In univariable cox regression analysis, presence of diabetes mellitus (HR 1.63, p = 0.007), a positive family history of cardiovascular events (HR 0.48; p = 0.048), peripheral artery disease (HR 2.0; p = 0.003), and the type of AS (HR 1.37; p < 0.001) were associated with increased mortality after TAVR (see Table 4).
Furthermore, EAT volumes above the median predicted a poorer 5-year long-term outcome with a HR of 1.48 (1.04–2.12; p = 0.032). In multivariable cox regression analysis, after adjustment for age, sex, and BMI, increased EAT volumes above the median still showed a significant association with mortality after TAVR (HR 1.59 1.04–2.41; p = 0.031) independently from cardiovascular risk factors, comorbidities, and AS subtype (see Table 4). In addition, increased EAT volume above the median was the only parameter remaining associated with increased mortality after TAVR in multivariable cox regression analysis including specific parameters characterizing the aortic stenosis like the SVI, Vmax, mean PG, or the calcium scoring (HR 1.69 1.12–2.54; p = 0.013) (Table 5).
Discussion
Risk stratification in patients undergoing TAVR is important to enhance the outcome of the procedure and to improve selection of patients that would benefit from interventional therapies [29, 30]. In addition to established parameters, calculation of EAT volume using cardiac CT offers a valuable tool for improved risk stratification. While the short-term outcome did not differ between patients with high and low EAT volumes, increased EAT volumes predicted a worse long-term outcome in TAVR patients. This was independent of patients’ cardiovascular risk factors as well as the subgroup of severe AS. Interestingly, EAT volumes had no impact on cardiovascular conduction disorders after TAVR, although we observed a trend towards a higher rate of pacemaker implantations in patients with high EAT volumes.

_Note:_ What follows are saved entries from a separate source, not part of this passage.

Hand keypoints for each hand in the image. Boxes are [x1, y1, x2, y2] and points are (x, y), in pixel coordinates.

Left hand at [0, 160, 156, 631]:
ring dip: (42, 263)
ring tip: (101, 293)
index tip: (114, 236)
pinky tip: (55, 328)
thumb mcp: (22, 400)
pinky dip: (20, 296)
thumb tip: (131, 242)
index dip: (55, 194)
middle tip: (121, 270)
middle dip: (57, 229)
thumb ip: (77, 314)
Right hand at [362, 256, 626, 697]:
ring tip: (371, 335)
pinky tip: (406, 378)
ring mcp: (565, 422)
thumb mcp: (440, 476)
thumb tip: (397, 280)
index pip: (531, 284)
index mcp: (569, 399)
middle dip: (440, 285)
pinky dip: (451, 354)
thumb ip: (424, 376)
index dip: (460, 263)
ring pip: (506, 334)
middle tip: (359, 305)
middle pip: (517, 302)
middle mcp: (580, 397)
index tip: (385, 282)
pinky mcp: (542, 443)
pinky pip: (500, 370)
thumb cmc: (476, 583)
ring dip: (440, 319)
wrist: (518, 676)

As EAT volumes can be sufficiently assessed from pre-TAVR planning CTs, its quantification can be performed without the need for additional diagnostic procedures or the application of additional radiation.

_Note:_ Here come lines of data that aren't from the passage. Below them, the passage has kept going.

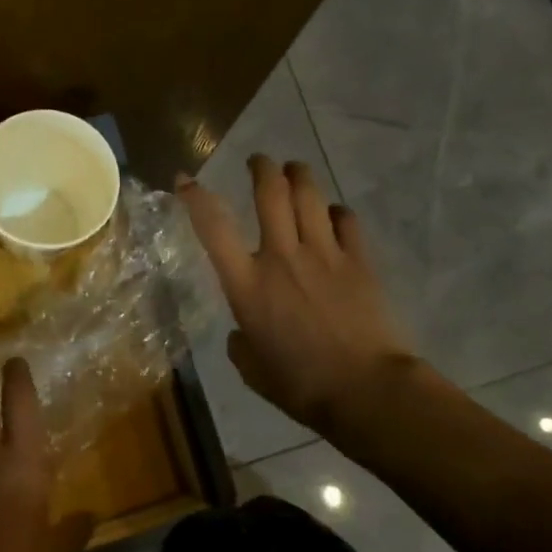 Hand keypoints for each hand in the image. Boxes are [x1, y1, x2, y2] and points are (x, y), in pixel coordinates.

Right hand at [179, 156, 412, 431]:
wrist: (365, 389)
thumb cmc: (300, 385)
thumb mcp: (252, 370)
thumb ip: (241, 344)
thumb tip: (244, 333)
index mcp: (247, 284)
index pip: (213, 227)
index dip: (195, 197)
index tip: (185, 180)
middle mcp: (282, 257)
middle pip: (270, 192)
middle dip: (262, 168)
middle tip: (259, 161)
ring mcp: (324, 254)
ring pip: (309, 195)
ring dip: (299, 175)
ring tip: (294, 170)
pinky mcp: (359, 261)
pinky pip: (346, 220)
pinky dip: (336, 212)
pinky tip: (333, 216)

Conventional cardiovascular risk factors were validated for risk stratification in patients with severe AS, and summarized in scores such as the EUROSCORE II to assign patients for SAVR or TAVR [31]. However, it was shown that those scores require adjustments within the population of patients scheduled for TAVR to improve outcome prediction [32,33,34].
An emerging parameter receiving significant attention in cardiovascular medicine is EAT providing novel insights into pathophysiology in various cardiovascular diseases [14, 35, 36].
EAT was shown to be a risk factor in atherosclerotic coronary artery disease and is independently associated with a higher risk of obstructive CAD, atrial fibrillation, and heart failure. [18, 19, 36,37,38] Moreover, increased EAT volumes are associated with increased rates of cardiovascular events and worse outcome independent of conventional cardiovascular risk factors even in the general population [17].
Pathophysiologically, the interconnection of EAT and cardiovascular remains a matter of debate. On the one hand, EAT is assumed to generate proinflammatory cytokines causing structural damage and promoting adverse remodeling of adjacent tissue within the myocardium and attached structures [14, 16]. Moreover, as EAT is significantly associated with increased coronary artery calcification, it is also suspected to promote atherosclerosis [39, 40]. Likewise, it could be an important inflammatory mediator contributing to aortic valve calcification in the same way [41]. In the present study, this was partly confirmed by higher aortic calcium scores in the group of patients with increased EAT volumes. However, this direct involvement of EAT in the development and progression of AS has yet to be demonstrated.
On the other hand, the causal interaction of EAT with cardiovascular diseases could rather be bidirectional. Cardiovascular diseases and risk factors like atherosclerosis, atrial fibrillation, diabetes, or obesity may cause systemic dysregulation in the first place which is then promoting the development, progression, and remodeling of EAT as a symptom-like phenomenon. This is partly paralleled by the observation of a protective role of EAT in early years of life and a consecutive remodeling of EAT at later age stages causing adverse effects on the cardiovascular system [14, 42]. The complex interaction of cardiovascular disease and EAT mutually promoting each other and leading to the observed association of EAT with pathological cardiovascular conditions will need to be further investigated in prospective studies including dedicated control groups.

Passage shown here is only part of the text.